Work to be completed:
Which of the lines in the data below contain the string "向上一橋"? Copy each of them.

Data for this task:
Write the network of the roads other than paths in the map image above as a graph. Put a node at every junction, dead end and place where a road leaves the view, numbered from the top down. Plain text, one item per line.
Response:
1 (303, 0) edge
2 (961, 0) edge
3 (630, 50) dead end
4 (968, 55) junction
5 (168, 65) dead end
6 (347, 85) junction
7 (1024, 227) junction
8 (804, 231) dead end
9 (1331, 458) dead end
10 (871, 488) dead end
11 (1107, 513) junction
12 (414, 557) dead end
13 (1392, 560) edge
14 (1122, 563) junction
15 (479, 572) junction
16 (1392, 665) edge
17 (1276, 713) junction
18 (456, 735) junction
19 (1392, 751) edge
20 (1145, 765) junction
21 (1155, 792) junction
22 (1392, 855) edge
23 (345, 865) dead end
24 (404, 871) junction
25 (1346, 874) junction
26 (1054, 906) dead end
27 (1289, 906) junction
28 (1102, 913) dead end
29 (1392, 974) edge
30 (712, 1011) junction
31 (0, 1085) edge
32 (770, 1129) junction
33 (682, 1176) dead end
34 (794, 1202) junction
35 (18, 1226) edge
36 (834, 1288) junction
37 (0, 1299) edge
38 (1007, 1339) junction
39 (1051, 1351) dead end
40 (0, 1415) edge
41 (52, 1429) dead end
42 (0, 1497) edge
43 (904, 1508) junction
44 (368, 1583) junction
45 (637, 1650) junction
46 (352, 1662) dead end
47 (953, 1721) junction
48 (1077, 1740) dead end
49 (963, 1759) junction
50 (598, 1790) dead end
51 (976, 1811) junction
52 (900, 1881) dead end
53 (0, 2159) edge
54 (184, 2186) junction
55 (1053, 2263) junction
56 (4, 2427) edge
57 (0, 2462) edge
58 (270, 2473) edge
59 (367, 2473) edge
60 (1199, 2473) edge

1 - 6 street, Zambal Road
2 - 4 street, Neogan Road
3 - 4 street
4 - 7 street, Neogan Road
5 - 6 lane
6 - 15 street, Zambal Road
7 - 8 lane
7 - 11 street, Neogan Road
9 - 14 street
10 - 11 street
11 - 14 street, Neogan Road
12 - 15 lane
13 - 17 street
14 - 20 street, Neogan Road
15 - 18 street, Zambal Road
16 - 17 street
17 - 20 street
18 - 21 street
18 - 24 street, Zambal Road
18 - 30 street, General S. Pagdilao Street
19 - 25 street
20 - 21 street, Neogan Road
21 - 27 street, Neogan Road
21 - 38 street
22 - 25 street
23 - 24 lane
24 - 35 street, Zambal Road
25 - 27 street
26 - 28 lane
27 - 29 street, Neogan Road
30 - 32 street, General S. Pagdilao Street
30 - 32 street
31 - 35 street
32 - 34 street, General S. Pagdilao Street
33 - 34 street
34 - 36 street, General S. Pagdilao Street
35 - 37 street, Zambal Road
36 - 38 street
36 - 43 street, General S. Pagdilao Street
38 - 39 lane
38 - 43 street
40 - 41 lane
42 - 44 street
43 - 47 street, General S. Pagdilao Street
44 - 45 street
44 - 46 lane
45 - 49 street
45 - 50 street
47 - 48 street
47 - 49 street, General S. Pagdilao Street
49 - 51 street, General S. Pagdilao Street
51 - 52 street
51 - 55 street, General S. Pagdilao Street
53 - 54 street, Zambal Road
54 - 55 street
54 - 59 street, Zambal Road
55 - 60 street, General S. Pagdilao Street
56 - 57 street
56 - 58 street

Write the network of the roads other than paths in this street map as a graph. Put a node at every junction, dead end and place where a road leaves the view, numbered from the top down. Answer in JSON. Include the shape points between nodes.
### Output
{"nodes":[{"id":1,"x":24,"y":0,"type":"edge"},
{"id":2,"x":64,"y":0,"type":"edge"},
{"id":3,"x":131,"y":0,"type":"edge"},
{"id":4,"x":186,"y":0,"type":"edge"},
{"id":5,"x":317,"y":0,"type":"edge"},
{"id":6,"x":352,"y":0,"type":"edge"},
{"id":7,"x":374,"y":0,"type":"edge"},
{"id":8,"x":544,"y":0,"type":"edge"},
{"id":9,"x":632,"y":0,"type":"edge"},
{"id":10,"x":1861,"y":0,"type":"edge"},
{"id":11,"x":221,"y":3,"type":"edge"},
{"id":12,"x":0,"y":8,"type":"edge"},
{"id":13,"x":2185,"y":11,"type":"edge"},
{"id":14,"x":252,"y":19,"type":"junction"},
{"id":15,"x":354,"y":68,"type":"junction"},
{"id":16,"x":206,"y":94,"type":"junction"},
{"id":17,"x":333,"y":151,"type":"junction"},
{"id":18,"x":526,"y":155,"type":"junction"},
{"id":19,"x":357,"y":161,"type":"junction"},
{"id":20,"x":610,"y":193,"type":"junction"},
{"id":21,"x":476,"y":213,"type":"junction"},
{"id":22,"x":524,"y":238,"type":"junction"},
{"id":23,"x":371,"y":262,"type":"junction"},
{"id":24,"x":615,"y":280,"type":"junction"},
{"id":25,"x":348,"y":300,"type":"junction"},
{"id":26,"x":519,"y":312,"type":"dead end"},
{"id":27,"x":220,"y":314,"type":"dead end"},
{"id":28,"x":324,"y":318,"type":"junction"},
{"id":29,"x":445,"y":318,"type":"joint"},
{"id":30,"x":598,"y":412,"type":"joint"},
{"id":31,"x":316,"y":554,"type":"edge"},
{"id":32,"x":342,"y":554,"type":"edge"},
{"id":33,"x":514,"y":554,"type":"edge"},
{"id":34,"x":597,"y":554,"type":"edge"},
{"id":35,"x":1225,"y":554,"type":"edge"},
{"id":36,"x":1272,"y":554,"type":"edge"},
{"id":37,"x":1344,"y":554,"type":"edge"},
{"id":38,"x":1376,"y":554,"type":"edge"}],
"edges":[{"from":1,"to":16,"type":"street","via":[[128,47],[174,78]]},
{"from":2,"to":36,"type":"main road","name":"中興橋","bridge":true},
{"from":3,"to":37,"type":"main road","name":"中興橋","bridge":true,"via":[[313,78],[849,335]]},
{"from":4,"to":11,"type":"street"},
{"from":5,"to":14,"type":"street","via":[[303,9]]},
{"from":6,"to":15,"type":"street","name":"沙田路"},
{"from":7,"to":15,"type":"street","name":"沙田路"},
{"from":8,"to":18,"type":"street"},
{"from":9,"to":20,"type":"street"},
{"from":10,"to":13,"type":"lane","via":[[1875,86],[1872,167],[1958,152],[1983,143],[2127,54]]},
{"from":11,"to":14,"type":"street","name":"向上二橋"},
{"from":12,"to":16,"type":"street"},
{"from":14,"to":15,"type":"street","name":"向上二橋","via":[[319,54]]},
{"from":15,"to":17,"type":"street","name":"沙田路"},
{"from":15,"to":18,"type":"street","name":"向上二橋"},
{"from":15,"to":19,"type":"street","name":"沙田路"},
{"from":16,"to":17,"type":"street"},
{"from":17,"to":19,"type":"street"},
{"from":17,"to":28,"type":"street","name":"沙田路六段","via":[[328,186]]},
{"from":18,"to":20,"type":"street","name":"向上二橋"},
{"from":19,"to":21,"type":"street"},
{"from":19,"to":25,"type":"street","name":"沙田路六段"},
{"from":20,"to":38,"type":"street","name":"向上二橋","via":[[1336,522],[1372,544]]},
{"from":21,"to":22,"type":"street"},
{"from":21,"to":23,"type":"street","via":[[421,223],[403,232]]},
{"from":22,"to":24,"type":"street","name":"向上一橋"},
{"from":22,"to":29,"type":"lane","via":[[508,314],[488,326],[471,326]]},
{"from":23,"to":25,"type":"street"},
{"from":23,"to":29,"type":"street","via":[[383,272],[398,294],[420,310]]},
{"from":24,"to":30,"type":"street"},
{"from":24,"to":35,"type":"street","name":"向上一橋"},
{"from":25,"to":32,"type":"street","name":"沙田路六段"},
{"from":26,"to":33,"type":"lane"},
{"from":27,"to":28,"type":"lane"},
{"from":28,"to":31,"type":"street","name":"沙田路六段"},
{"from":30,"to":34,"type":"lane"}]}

Worked solution:
{"from":22,"to":24,"type":"street","name":"向上一橋"},
{"from":24,"to":35,"type":"street","name":"向上一橋"},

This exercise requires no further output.